Rosja podnosi stawkę i grozi końcem Ukrainy: „Możliwe, że w przyszłym roku Ukraina całkowicie przestanie istnieć”
Dojście Donalda Trumpa do władzy będzie oznaczać etap przed i po konflikcie między Rosją a Ukrainą, na dobre i na złe.

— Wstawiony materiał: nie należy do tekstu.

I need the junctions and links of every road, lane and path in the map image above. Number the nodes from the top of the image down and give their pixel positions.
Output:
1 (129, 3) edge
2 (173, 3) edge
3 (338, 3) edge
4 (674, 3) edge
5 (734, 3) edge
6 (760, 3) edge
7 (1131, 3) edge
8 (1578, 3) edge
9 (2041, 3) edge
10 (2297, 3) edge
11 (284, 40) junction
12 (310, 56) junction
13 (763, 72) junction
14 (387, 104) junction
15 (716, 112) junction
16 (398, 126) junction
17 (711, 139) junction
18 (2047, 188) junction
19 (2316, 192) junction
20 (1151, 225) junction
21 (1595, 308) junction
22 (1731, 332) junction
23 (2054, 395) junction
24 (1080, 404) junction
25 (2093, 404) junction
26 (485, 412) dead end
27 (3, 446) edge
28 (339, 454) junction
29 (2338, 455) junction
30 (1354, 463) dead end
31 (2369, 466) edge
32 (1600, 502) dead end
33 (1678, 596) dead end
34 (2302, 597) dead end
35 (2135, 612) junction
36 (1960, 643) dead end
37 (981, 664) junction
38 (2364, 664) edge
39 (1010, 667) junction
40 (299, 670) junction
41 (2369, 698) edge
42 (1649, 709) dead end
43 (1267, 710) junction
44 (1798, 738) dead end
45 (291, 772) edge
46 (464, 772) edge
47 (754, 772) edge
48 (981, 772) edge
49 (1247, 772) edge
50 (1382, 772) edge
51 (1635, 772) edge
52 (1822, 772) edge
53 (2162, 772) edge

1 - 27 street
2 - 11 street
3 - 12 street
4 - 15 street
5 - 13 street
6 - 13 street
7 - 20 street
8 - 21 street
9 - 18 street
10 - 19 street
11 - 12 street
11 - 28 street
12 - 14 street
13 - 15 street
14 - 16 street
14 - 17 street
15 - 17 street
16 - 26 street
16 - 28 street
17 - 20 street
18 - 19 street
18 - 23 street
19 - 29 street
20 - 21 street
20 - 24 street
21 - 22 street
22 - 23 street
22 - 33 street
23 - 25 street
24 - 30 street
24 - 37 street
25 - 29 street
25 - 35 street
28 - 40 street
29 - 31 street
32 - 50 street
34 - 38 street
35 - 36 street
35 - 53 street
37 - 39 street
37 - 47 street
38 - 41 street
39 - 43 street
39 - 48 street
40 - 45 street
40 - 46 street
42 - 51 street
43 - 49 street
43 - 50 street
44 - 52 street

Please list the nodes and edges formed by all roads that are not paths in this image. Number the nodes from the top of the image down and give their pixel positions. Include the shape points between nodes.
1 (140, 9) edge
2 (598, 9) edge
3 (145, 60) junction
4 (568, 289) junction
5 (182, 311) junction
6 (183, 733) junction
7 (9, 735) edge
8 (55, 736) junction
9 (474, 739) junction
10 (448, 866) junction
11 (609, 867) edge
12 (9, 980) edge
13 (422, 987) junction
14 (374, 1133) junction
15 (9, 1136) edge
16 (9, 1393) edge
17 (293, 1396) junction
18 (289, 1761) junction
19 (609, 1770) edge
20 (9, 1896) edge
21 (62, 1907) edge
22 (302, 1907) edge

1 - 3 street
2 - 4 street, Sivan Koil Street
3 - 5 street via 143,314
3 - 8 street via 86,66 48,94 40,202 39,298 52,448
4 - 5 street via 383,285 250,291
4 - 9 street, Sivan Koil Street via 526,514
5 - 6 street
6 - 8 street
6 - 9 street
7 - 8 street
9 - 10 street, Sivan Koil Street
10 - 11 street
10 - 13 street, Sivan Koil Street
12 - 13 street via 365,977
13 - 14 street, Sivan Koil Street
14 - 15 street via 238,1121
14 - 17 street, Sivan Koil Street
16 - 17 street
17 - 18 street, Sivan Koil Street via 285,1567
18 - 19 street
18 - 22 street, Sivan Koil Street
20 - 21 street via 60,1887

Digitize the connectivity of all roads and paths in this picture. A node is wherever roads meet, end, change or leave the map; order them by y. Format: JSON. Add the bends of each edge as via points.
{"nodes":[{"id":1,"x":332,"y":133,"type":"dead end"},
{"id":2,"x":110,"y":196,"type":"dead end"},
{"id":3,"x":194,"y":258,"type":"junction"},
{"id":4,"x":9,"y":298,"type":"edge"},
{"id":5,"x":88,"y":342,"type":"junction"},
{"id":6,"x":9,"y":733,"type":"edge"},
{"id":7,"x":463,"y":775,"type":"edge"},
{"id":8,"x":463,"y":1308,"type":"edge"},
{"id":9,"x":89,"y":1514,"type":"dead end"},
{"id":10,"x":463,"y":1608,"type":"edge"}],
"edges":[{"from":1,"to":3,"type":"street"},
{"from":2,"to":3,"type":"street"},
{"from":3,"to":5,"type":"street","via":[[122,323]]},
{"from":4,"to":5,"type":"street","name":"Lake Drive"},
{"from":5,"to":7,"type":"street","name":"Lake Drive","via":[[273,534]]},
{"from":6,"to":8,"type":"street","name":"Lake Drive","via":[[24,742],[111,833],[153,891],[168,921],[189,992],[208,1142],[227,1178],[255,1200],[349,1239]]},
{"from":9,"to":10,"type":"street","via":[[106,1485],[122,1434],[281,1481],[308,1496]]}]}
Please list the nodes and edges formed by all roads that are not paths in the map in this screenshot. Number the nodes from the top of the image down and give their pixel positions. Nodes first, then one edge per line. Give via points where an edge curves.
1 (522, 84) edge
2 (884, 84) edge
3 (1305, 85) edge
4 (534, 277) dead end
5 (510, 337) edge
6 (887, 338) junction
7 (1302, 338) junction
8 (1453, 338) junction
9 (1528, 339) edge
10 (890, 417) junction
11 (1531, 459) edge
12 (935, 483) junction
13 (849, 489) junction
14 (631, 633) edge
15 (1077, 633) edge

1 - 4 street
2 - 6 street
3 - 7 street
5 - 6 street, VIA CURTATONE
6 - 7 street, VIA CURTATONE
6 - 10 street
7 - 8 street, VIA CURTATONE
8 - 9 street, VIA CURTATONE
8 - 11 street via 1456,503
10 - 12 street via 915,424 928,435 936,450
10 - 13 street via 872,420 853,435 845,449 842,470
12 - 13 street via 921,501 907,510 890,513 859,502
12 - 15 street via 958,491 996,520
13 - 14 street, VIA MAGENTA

Republikanin, który obejmie urząd 20 stycznia, obiecał zakończenie wojny „w ciągu 24 godzin”, chociaż nie wyjaśnił, jak to zrobi ani jaki będzie jego plan działania.
W tym sensie doradca prezydenta Rosji Nikołaj Patruszew stwierdził w rozmowie z prorosyjskimi mediami Komsomolska Prawda po zapytaniu o drugą kadencję Republikanina, jaką mogłaby przeprowadzić Ukraina „przestać istnieć” w 2025 r. „Znaczna część świata w dalszym ciągu patrzy na Stany Zjednoczone” – przyznał Rosjanin o znaczeniu amerykańskiej administracji w tym obszarze, choć podkreślił, że nawet „sama elita amerykańska jest podzielona”.
„Możliwe, że w przyszłym roku Ukraina całkowicie przestanie istnieć”
Mikołaj Patruszew
Odnosząc się do ewentualnych ustępstw terytorialnych Ukrainy wobec Rosji, które Trump miałby poprzeć w negocjacjach, Patruszew zapewnił, że do końca roku Ukraina nie będzie już cieszyć się suwerennością. „Możliwe, że w przyszłym roku Ukraina całkowicie przestanie istnieć”dodał Patruszew, który niemal identycznie przewidywał dla Mołdawii. „Nie wykluczam, że agresywna antyrosyjska polityka Kiszyniowa spowoduje, że Mołdawia stanie się częścią innego państwa lub w ogóle przestanie istnieć” – oświadczył.
W tym sensie, po wysłuchaniu wypowiedzi Rosjanina, Ministerstwo Spraw Zagranicznych Mołdawii skrytykował, że jego słowa „stanowią niedopuszczalną ingerencję w wewnętrzne sprawy naszego kraju i mają na celu destabilizację regionu”. Republika Mołdawii jest suwerennym państwem, które systematycznie podąża drogą demokracji i integracji europejskiej, zgodnie z wolą swoich obywateli.” Ze swojej strony Ukraina nie odpowiedziała jeszcze na te oświadczenia.